## WHAT YOU SHOULD DO
Among the records below, find each line containing the word "RUBY" and copy it.

## LISTED ENTRIES
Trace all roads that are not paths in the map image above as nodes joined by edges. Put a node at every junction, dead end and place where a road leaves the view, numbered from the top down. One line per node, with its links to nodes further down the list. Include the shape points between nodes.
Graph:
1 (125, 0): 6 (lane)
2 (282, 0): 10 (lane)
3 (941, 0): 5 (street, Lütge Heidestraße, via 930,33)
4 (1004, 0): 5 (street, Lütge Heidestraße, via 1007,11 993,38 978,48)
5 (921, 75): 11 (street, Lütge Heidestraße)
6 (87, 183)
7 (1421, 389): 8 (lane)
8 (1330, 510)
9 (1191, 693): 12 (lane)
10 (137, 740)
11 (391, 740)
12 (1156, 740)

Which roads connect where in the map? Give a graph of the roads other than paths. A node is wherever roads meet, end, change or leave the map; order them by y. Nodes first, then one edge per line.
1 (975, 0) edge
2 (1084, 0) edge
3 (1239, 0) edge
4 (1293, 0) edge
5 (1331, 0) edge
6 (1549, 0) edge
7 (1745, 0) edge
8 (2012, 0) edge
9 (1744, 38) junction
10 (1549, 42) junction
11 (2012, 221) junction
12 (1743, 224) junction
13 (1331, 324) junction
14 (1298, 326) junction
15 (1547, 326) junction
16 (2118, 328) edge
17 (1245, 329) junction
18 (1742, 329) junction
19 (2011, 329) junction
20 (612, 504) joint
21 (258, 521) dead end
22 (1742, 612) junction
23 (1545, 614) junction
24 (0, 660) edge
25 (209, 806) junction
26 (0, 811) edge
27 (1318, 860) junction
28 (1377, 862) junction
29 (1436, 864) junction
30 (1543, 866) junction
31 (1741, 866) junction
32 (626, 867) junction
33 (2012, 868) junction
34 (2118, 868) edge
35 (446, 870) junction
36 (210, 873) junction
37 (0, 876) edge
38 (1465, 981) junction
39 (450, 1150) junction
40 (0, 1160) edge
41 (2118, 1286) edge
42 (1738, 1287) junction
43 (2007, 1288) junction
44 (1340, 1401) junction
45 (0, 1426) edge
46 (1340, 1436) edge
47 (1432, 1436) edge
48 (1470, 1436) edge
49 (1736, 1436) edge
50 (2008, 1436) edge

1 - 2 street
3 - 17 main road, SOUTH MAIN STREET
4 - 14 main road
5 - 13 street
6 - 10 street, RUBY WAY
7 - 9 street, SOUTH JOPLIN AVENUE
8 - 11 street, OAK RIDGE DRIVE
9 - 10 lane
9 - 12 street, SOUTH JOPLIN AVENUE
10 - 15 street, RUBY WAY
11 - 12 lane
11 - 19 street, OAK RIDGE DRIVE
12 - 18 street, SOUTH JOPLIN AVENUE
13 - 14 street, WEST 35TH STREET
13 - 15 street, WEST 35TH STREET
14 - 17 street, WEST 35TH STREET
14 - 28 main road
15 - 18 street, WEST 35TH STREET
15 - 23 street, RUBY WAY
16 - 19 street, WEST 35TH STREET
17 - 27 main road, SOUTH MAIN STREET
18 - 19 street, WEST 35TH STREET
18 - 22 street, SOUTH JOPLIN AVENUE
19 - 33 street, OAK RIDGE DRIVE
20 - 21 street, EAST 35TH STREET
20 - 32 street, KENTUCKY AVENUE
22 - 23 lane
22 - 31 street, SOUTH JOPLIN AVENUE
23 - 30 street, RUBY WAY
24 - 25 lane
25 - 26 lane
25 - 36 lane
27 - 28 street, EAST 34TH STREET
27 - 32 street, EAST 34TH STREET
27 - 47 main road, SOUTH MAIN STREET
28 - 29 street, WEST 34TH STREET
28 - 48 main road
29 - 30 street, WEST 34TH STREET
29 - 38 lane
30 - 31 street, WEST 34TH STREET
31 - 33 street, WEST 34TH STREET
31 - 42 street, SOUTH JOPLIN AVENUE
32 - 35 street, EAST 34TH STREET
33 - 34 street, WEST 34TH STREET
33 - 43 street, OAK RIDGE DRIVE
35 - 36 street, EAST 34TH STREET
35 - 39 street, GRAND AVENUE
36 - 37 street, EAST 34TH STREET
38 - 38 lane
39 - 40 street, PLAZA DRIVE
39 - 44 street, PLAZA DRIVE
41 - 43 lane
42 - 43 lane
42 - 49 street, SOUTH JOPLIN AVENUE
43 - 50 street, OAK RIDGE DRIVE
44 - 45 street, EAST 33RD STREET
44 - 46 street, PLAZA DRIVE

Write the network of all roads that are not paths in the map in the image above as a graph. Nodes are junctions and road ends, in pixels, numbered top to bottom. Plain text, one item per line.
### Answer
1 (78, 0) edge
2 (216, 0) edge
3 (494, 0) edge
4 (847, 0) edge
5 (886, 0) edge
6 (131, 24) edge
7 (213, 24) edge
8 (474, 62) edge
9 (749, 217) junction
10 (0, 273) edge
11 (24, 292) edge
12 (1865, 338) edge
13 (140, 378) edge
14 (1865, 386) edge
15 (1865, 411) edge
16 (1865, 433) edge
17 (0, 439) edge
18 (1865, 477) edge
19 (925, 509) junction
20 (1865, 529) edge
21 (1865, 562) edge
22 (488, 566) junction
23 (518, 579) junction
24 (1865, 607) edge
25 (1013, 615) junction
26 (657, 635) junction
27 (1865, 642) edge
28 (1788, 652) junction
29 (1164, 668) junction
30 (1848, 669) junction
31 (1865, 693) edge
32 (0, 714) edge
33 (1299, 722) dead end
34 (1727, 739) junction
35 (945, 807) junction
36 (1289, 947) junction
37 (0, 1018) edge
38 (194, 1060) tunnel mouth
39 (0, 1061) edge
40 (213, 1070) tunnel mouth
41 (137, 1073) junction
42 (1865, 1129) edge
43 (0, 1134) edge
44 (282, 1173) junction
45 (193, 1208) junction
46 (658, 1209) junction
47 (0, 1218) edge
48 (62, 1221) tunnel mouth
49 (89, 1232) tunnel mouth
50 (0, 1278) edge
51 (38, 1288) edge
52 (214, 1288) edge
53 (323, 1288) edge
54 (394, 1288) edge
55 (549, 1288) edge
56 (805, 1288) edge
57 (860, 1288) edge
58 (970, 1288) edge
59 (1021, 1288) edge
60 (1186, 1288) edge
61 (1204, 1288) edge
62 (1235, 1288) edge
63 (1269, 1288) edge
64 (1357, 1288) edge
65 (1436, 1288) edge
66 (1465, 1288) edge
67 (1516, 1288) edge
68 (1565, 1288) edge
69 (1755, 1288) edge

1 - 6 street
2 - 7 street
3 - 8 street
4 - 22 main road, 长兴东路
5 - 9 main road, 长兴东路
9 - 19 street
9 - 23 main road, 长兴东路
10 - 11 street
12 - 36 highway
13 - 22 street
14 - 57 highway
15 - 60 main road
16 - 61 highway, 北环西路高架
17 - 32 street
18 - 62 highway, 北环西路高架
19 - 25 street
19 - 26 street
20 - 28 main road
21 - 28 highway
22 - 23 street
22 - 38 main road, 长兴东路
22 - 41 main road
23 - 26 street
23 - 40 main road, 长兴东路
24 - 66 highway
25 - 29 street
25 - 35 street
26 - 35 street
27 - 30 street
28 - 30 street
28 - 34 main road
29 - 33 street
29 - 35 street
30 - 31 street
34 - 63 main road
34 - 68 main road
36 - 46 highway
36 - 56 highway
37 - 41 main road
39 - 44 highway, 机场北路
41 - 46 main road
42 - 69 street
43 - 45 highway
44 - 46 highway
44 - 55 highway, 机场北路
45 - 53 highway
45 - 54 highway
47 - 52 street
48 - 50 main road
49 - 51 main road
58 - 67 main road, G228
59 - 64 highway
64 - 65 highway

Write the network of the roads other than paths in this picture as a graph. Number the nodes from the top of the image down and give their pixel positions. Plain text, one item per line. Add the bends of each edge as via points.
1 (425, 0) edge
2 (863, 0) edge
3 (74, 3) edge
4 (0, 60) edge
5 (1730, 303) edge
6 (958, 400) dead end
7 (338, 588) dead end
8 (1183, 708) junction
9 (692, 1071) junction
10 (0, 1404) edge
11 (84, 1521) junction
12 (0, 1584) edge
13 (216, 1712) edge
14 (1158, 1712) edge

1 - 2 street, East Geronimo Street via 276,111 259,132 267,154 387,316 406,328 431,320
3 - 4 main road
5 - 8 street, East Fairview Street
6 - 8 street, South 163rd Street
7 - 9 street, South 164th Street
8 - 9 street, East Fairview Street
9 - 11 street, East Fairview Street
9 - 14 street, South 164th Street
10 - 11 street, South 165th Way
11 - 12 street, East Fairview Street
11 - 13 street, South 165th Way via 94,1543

## THE COMPLETED TASK
6 - 10 street, RUBY WAY
10 - 15 street, RUBY WAY
15 - 23 street, RUBY WAY
23 - 30 street, RUBY WAY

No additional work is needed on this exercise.